Directors – Ford Beebe & Clifford Smith, Screenplay – Wyndham Gittes, Norman S. Hall & Ray Trampe, Based on the Comic Book Created by Clayton Knight & Eddie Rickenbacker, Photography (b&w) – Richard Fryer, Music – Kay Kellogg, Art Direction – Ralph M. DeLacy. Production Company – Universal
John ‘Dusty’ King (Ace Drummond), Jean Rogers (Peggy Trainor), Jackie Morrow (Billy Meredith), Noah Beery Jr (Jerry), James B. Leong (Henry Kee), C. Montague Shaw (Professor Trainor), Al Bridge (Wyckoff), Guy Bates Post (High Lama)
International Airways seek to expand into the Himalayas but the operation is being sabotaged by the criminal known as The Dragon who has a powerful raygun. To deal with this, International Airways bring in flying ace Ace Drummond to stop The Dragon. Ace joins Peggy Trainor, the daughter of an archaeologist who has gone missing, and together they try to stop The Dragon.

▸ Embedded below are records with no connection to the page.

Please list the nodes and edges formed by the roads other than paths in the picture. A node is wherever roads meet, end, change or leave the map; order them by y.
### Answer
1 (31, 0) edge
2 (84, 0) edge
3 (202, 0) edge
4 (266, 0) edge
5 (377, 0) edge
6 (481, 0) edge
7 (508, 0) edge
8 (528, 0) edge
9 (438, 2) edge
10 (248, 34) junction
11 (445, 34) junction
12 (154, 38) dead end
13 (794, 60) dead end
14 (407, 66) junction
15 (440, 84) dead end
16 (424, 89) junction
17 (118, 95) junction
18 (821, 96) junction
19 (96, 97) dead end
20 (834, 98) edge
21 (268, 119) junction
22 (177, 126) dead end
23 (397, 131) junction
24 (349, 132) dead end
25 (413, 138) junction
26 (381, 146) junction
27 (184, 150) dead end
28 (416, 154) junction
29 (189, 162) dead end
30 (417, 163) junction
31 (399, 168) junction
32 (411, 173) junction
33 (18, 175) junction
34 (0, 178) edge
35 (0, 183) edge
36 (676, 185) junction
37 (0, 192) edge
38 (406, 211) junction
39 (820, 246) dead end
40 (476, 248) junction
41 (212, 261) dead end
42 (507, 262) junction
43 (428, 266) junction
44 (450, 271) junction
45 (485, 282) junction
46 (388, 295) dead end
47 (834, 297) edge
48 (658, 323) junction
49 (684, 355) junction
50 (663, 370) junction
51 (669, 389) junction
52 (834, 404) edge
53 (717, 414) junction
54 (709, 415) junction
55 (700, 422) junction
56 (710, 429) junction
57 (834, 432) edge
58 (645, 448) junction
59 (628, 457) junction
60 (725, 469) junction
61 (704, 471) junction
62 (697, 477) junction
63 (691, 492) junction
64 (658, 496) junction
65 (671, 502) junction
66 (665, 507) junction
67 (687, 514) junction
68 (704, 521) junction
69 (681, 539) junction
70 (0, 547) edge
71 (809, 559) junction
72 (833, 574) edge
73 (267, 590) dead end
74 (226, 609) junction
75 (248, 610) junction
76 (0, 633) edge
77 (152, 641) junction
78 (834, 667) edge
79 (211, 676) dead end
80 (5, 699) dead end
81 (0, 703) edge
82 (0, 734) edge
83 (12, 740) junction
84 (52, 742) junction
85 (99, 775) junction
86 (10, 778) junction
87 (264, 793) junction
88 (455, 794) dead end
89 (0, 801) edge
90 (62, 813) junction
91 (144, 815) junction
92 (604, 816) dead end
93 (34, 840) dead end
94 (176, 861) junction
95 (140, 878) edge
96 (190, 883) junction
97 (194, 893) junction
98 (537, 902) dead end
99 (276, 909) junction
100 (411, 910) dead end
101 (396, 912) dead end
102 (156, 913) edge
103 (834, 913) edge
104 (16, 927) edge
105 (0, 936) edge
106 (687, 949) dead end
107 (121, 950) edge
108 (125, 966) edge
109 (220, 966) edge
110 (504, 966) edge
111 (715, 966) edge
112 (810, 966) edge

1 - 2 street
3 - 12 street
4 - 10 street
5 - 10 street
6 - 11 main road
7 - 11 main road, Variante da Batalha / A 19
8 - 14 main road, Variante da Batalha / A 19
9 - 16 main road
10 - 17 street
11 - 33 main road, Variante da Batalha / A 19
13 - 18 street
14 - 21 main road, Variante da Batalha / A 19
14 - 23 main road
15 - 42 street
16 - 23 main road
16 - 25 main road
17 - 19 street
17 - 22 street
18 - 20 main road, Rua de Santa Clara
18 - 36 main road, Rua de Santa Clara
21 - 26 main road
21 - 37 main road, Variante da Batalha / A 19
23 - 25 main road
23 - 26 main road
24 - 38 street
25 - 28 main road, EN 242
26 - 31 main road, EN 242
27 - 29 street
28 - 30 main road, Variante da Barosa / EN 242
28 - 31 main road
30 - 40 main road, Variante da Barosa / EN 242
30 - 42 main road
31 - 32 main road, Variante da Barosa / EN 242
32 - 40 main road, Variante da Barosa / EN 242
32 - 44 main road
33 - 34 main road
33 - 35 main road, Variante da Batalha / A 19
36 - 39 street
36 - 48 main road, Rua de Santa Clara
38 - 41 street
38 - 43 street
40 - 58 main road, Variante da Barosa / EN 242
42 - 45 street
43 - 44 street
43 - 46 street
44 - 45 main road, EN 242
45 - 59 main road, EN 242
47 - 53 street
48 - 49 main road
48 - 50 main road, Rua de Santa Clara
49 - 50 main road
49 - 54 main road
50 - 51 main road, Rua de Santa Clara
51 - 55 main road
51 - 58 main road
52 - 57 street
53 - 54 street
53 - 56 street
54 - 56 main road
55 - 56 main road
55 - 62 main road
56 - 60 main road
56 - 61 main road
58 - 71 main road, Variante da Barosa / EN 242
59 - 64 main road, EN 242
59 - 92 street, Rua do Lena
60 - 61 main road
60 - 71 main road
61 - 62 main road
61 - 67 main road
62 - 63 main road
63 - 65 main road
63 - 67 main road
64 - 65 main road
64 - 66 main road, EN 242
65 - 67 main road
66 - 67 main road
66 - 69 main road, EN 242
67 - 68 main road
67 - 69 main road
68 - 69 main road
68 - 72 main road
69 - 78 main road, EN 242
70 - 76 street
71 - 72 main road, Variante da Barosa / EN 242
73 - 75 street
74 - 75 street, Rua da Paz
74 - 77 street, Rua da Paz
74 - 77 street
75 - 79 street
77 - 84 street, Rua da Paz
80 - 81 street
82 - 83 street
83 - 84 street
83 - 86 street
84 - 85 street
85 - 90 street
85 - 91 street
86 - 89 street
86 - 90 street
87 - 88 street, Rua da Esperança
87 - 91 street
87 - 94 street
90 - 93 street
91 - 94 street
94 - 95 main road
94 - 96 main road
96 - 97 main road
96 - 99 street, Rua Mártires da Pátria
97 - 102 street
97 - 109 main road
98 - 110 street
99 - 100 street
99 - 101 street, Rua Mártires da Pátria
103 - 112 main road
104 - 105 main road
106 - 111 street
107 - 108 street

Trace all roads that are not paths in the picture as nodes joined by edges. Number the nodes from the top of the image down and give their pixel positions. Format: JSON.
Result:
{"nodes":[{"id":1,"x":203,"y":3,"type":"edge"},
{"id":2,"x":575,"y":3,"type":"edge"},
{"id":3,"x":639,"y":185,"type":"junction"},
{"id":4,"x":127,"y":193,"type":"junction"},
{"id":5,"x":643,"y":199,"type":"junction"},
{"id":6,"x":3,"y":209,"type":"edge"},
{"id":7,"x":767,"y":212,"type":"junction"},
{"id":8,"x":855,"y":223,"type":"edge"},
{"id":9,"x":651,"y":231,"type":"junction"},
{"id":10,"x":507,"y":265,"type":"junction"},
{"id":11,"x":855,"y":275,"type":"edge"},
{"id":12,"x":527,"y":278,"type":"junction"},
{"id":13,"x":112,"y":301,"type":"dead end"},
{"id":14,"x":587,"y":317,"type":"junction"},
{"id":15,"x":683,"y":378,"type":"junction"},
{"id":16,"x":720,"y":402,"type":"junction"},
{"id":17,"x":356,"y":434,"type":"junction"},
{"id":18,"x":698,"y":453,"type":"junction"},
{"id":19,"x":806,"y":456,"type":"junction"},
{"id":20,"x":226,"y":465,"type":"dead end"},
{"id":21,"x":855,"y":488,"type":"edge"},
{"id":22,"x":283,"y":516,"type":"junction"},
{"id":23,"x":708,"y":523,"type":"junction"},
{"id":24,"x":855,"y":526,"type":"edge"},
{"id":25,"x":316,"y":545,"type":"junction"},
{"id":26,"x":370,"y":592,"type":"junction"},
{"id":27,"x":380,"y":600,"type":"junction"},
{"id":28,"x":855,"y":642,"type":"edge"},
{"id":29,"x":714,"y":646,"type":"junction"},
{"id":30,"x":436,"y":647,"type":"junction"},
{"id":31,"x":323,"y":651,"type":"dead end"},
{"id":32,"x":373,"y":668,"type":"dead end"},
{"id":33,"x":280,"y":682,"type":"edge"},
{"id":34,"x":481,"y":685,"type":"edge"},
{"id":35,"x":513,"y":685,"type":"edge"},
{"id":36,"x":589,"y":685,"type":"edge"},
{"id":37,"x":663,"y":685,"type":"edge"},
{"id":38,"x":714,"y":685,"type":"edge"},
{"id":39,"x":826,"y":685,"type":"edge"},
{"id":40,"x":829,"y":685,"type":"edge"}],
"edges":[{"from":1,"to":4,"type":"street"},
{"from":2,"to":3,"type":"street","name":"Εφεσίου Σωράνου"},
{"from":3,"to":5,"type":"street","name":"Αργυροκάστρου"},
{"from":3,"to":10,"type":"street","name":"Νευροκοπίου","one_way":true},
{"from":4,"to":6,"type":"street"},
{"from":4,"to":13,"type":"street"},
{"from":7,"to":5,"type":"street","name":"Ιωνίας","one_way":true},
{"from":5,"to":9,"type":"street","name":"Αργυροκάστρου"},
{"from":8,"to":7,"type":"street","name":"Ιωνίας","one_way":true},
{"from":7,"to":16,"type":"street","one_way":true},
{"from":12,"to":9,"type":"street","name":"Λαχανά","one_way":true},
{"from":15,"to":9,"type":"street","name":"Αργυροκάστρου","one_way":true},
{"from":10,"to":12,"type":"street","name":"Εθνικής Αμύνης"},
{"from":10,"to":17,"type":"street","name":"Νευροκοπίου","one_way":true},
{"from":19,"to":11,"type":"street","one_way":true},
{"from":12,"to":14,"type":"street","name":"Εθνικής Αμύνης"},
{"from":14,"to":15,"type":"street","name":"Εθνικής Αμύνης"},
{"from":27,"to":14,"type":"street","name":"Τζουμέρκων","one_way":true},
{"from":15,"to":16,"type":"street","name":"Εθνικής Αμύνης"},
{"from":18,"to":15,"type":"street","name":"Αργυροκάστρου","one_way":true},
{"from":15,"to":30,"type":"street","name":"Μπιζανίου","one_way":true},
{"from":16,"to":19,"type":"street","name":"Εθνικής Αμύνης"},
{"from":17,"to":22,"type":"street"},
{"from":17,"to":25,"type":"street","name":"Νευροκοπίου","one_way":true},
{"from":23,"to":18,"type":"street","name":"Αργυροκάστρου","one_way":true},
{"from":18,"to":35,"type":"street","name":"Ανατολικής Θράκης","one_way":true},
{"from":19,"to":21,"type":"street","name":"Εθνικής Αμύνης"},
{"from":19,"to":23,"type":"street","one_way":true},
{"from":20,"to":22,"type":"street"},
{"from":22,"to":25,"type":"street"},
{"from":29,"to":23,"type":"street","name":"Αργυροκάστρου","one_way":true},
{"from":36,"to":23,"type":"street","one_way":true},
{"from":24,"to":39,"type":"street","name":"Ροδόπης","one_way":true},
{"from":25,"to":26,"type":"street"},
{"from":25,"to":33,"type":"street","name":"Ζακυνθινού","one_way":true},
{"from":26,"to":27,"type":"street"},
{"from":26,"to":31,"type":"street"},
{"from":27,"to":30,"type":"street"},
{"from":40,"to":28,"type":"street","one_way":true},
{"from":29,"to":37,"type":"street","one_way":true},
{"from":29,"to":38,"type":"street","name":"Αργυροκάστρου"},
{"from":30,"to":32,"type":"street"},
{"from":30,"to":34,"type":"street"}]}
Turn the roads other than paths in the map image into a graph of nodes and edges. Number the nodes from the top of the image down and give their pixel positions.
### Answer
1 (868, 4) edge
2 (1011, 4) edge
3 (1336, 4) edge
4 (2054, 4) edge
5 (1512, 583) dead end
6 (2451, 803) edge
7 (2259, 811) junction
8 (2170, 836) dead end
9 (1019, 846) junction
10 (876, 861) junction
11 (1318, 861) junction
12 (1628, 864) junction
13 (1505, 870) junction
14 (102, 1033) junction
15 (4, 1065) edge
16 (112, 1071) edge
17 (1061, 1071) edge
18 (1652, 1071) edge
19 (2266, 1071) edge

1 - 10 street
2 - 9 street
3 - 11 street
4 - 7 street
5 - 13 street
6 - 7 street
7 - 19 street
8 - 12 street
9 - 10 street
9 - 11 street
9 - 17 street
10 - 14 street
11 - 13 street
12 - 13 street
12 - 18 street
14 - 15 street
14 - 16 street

Ace Drummond was one of the early sound serials, made in thirteen chapters. It was adapted from the syndicated newspaper comic-strip that ran between 1935 and 1940. The comic-strip was created by Captain Eddie Rickenbacker who was a genuine real-life World War I flying ace and holder of a transcontinental speed record across the US – the film proudly displays Rickenbacker’ name above the title – who, like his better known British counterpart, Captain W.E. Johns, went on to create his own fictional flyer hero.
Shot on the usual poverty row budgets of the serials, Ace Drummond is a crudely made film. As with many early serials, the camera statically shoots at a distance as though filming a stage play, causing the action to take place without any involvement or excitement. Former big band singer John ‘Dusty’ King is cast as the title flying ace. The film is clearly trying to make King into a matinee idol – outfitting him in jodhpurs and scenes with him crooning a song while leaning on an airplane at the start of each episode – but King plays the part with a humourlessness and a cross superciliousness that tends to negate such. The film is made with a terrible jingoism – the Asians are all played in terms of sing-song racial caricatures and the American commercial intrusion into the region as seen as a just thing.
On the plus side, the film does feature some rare footage of real biplane dogfights. There are also some interesting names in the cast, including Jean Rogers, very soon to become Dale Arden in the first two Flash Gordon serials, who plays the love interest; distinguished character actor C. Montague Shaw as her father; and later-to-be horror actor Lon Chaney Jr in a minor part as one of the heavies.